▶ **Records**
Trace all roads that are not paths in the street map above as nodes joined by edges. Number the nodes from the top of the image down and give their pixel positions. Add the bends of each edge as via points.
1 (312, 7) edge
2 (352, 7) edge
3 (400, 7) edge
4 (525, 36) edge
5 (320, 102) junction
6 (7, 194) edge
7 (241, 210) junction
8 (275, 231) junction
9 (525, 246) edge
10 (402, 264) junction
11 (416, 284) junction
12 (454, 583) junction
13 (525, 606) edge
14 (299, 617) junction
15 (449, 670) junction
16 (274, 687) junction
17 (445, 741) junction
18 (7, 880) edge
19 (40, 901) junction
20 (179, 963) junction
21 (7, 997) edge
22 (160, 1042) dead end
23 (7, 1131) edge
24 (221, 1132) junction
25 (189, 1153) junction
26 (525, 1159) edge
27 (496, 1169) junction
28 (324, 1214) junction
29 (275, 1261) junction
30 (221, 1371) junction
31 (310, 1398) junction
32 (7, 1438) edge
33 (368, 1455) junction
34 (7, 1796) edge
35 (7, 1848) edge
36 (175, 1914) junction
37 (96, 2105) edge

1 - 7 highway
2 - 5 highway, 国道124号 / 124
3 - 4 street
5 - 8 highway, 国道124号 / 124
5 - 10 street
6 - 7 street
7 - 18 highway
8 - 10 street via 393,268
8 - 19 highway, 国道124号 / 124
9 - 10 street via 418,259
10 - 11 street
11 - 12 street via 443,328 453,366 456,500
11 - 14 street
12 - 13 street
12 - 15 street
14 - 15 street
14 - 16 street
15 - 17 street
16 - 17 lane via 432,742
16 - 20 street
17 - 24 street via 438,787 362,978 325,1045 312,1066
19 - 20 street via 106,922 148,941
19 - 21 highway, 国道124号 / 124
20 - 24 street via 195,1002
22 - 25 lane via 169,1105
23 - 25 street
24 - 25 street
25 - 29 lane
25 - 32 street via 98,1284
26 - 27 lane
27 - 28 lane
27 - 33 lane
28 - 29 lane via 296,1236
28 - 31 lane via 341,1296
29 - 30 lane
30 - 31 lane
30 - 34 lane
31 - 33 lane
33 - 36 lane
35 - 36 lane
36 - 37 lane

---

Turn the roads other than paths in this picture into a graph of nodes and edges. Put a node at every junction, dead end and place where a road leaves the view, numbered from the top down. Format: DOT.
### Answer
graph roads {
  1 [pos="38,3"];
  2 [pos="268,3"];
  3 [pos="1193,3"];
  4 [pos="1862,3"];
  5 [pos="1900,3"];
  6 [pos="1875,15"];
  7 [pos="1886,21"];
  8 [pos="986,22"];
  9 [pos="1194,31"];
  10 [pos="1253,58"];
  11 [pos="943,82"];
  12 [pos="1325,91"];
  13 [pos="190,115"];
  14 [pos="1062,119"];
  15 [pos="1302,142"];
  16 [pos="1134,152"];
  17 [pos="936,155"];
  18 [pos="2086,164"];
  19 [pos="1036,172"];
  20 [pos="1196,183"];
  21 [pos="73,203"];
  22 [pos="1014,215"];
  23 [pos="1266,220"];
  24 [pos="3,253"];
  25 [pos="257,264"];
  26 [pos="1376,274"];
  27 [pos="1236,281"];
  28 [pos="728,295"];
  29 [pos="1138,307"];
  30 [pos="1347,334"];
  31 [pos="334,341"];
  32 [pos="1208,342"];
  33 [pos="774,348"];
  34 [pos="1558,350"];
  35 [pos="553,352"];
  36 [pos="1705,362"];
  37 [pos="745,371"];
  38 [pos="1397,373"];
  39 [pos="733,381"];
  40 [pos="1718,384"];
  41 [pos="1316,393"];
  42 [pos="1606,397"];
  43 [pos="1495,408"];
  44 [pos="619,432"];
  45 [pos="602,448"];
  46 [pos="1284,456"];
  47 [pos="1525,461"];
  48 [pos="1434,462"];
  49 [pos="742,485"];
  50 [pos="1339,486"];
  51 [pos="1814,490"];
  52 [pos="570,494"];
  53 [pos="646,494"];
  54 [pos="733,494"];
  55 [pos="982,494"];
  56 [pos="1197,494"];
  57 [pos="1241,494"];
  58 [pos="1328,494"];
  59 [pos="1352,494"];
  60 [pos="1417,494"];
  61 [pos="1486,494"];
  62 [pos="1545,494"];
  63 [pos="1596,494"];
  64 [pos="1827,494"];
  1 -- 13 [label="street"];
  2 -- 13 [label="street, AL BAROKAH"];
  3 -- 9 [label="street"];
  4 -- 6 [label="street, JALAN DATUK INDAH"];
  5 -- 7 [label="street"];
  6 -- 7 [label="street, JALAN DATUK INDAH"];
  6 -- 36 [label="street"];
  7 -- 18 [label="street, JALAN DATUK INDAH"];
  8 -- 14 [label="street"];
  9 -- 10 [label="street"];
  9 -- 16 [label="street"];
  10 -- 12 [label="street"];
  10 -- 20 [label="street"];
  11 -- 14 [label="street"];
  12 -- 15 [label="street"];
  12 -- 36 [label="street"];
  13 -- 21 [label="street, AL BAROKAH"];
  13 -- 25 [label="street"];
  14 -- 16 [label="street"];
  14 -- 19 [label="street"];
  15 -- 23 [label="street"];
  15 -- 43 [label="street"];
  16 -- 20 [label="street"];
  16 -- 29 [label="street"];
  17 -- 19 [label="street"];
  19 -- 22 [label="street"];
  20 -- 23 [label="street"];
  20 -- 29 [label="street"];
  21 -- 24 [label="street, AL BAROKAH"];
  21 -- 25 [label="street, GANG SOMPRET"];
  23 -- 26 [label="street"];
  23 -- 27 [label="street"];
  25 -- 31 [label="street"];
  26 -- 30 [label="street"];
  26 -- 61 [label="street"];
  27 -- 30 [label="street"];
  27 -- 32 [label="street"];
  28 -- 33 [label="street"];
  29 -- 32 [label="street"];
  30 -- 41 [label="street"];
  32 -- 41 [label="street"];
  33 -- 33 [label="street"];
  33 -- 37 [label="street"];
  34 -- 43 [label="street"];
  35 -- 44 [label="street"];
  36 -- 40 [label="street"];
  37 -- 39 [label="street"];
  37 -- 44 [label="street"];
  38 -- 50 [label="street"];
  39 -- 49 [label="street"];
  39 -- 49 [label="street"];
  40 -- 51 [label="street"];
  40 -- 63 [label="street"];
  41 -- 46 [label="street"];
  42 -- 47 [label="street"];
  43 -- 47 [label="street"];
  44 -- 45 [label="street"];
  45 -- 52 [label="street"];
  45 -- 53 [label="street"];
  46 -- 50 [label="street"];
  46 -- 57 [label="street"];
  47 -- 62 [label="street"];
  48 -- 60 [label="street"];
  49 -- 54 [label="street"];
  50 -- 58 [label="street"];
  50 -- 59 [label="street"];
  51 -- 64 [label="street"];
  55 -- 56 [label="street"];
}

==

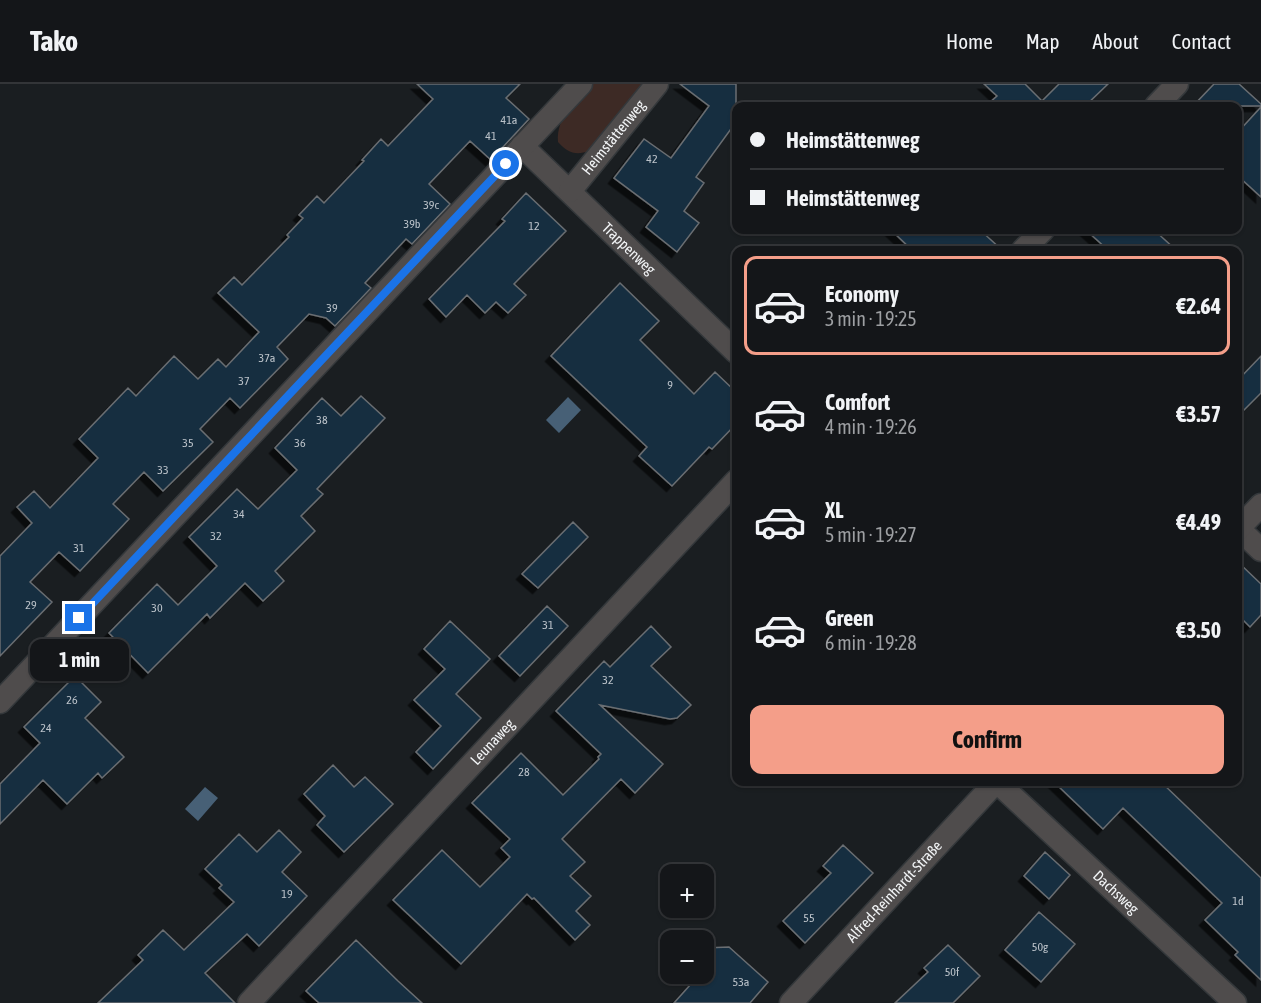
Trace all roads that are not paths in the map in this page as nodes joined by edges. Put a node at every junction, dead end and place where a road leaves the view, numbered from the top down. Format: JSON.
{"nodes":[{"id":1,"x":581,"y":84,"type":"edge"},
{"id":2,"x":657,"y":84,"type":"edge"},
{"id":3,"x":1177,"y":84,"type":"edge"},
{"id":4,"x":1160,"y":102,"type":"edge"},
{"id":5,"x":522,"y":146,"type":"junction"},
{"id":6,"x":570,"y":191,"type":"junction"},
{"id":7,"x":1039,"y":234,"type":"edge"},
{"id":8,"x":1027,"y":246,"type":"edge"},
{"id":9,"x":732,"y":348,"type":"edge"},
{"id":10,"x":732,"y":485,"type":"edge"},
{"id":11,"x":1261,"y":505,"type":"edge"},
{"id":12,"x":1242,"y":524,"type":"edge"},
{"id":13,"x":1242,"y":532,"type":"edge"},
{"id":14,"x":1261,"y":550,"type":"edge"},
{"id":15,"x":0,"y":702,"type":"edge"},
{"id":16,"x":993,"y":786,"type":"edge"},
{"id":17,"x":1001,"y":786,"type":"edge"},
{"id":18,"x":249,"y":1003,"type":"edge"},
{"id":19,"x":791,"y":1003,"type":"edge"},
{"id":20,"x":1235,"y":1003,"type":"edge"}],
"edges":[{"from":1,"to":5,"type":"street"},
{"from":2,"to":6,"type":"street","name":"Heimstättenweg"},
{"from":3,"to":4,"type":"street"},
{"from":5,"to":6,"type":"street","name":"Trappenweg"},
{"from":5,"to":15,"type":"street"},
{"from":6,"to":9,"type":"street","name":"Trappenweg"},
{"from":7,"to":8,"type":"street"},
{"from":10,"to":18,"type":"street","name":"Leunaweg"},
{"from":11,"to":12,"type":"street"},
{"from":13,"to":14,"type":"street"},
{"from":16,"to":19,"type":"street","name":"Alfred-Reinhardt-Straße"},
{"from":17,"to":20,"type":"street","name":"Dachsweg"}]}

▶ **How to complete this task**
Please filter the data down to the lines containing the word "JALAN".

▶ **Finished task**
  4 -- 6 [label="street, JALAN DATUK INDAH"];
  6 -- 7 [label="street, JALAN DATUK INDAH"];
  7 -- 18 [label="street, JALAN DATUK INDAH"];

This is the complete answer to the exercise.